Se puede utilizar una tecnología alternativa, el ensayo de ADN ramificado, para ensayos de hibridación in situ de ARN (ARNm, ARNc y miARN) con sensibilidad de una sola molécula sin el uso de radiactividad. Este enfoque (p. ej., ensayos ViewRNA) se puede utilizar para visualizar hasta cuatro objetivos en un ensayo y utiliza un diseño de sonda patentado y amplificación de señal de ADNb para generar señales sensibles y específicas. Las muestras (células, tejidos y CTC) se fijan y luego se tratan para permitir la accesibilidad del objetivo de ARN (desenmascaramiento de ARN). Las sondas específicas de la diana se hibridan con cada ARN diana. La amplificación de la señal posterior se basa en la hibridación específica de sondas adyacentes (oligonucleótidos [oligos] individuales que se unen uno al lado del otro en objetivos de ARN). Una sonda específica de objetivo típica contendrá 40 oligonucleótidos, lo que dará como resultado 20 pares de oligo que se unen uno al lado del otro en el objetivo para la detección de ARNm y ARNc, y 2 oligos o un solo par para la detección de miARN. La amplificación de la señal se logra mediante una serie de pasos de hibridación secuenciales. Una molécula preamplificadora se hibrida con cada par de oligos en el ARN específico del objetivo, luego múltiples moléculas amplificadoras se hibridan con cada preamplificador. A continuación, múltiples oligonucleótidos sonda marcadores (conjugados con fosfatasa alcalina o directamente con fluoróforos) se hibridan con cada molécula amplificadora. Una estructura de amplificación de señales “árbol” completamente ensamblada tiene 400 sitios de unión para las sondas marcadoras. Cuando todas las sondas específicas de la diana se unen al transcrito de ARNm diana, se produce una amplificación de la señal de 8.000 veces para ese transcrito. Los sistemas de amplificación de señales separados pero compatibles permiten los ensayos multiplex. La señal se puede visualizar utilizando un microscopio de fluorescencia o de campo claro.

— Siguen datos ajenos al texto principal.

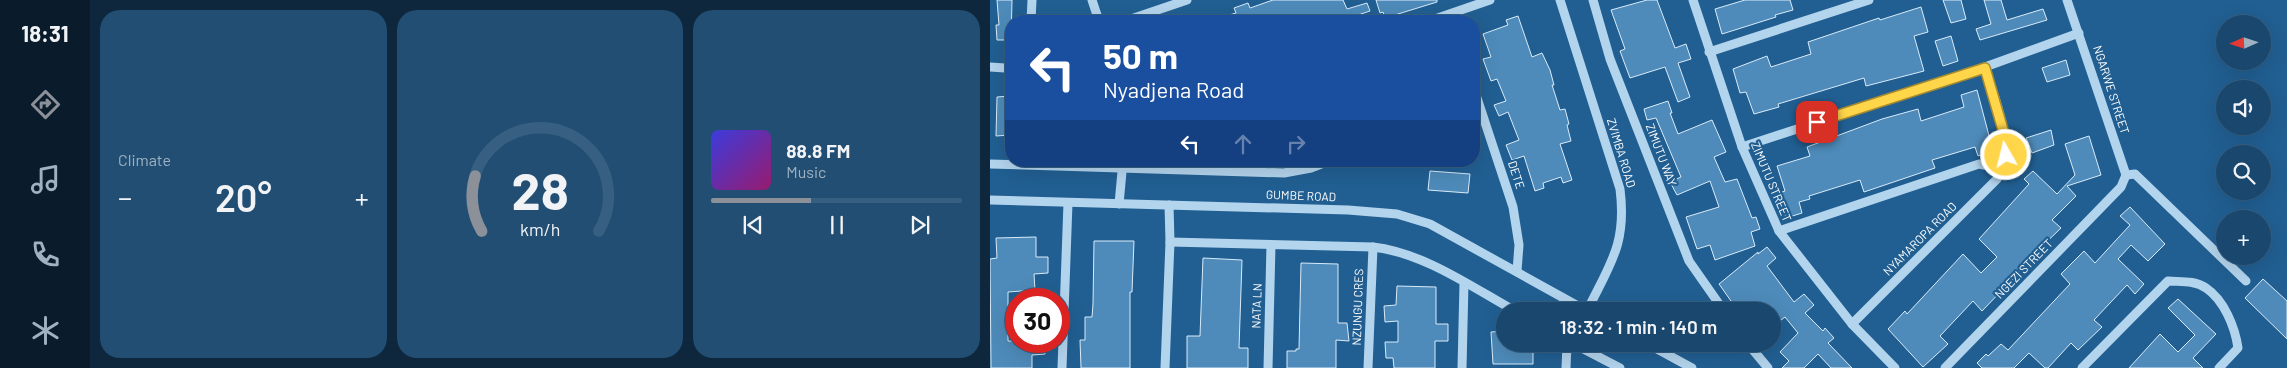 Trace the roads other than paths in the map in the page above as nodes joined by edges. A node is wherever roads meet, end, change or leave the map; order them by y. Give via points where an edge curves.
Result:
1 (1032, 0) edge
2 (1092, 0) edge
3 (1187, 0) edge
4 (1490, 0) edge
5 (1560, 0) edge
6 (1593, 0) edge
7 (1694, 0) edge
8 (1869, 0) edge
9 (2066, 0) edge
10 (1032, 15) edge
11 (1097, 15) edge
12 (1143, 15) edge
13 (1454, 15) edge
14 (2079, 33) junction
15 (1709, 52) junction
16 (990, 67) edge
17 (1005, 68) edge
18 (1985, 68) junction
19 (1480, 115) edge
20 (1742, 146) junction
21 (990, 164) edge
22 (1005, 164) edge
23 (1123, 167) edge
24 (1163, 167) edge
25 (1314, 167) edge
26 (2004, 169) junction
27 (2126, 175) junction
28 (990, 200) edge
29 (1068, 203) junction
30 (1119, 204) junction
31 (1169, 205) junction
32 (1779, 231) junction
33 (1170, 242) junction
34 (1271, 245) junction
35 (1373, 247) junction
36 (1517, 271) junction
37 (2246, 281) dead end
38 (1464, 283) junction
39 (1499, 302) edge
40 (1571, 302) edge
41 (1592, 302) edge
42 (1718, 302) edge
43 (1852, 324) junction
44 (1567, 352) edge
45 (1589, 352) edge
46 (1663, 352) edge
47 (1755, 352) edge
48 (1062, 368) edge
49 (1165, 368) edge
50 (1268, 368) edge
51 (1368, 368) edge
52 (1462, 368) edge
53 (1566, 368) edge
54 (1620, 368) edge
55 (1692, 368) edge
56 (1768, 368) edge
57 (1894, 368) edge
58 (1945, 368) edge
59 (2082, 368) edge
60 (2219, 368) edge

1 - 10 street
2 - 11 street
3 - 12 street
4 - 13 street
5 - 41 street, ZVIMBA ROAD via 1620,189 1623,209 1619,247
6 - 42 street, ZIMUTU WAY via 1610,59 1689,261
7 - 15 street, ZIMUTU STREET
8 - 15 street
9 - 14 street, NGARWE STREET
14 - 18 street
14 - 27 street, NGARWE STREET
15 - 20 street, ZIMUTU STREET
16 - 17 street
18 - 20 street
18 - 26 street via 2003,130
19 - 36 street, DETE via 1513,207 1519,245
20 - 32 street, ZIMUTU STREET
21 - 22 street
23 - 30 street
24 - 25 street via 1284,173
26 - 32 street via 1979,164
26 - 43 street, NYAMAROPA ROAD via 1997,180
27 - 37 street via 2135,174
27 - 58 street, NGEZI STREET via 2121,187
28 - 29 street, GUMBE ROAD
29 - 30 street, GUMBE ROAD
29 - 48 street
30 - 31 street, GUMBE ROAD
31 - 33 street
31 - 36 street, GUMBE ROAD via 1397,214 1430,224
32 - 43 street, ZIMUTU STREET
33 - 34 street
33 - 49 street
34 - 35 street
34 - 50 street, NATA LN
35 - 38 street via 1394,249
35 - 51 street, NZUNGU CRES
36 - 40 street, GUMBE ROAD
38 - 39 street
38 - 52 street
43 - 57 street, ZIMUTU STREET
44 - 53 street
45 - 54 street
46 - 55 street
47 - 56 street
59 - 60 street via 2168,282 2189,282 2205,287 2228,315 2238,348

Pasos básicos para sondas marcadas con digoxigenina
- permeabilización de células con proteinasa K para abrir membranas celulares (alrededor de 25 minutos, no necesarias para secciones de tejido o algunos embriones en estadio temprano)
- unión de mRNAs a la sonda RNA marcada (normalmente durante la noche)
- anticuerpo-fosfatasa vinculante para el RNA-probe (algunas horas)
- mancha de anticuerpo (por ejemplo, con fosfatasa alcalina)
El protocolo tarda entre 2 y 3 días y su configuración requiere algo de tiempo. Algunas empresas venden robots para automatizar el proceso (por ejemplo, CEM InsituPro). Como resultado, se han realizado exámenes a gran escala en laboratorios de miles de genes. Por lo general, se puede acceder a los resultados a través de sitios web (ver enlaces externos).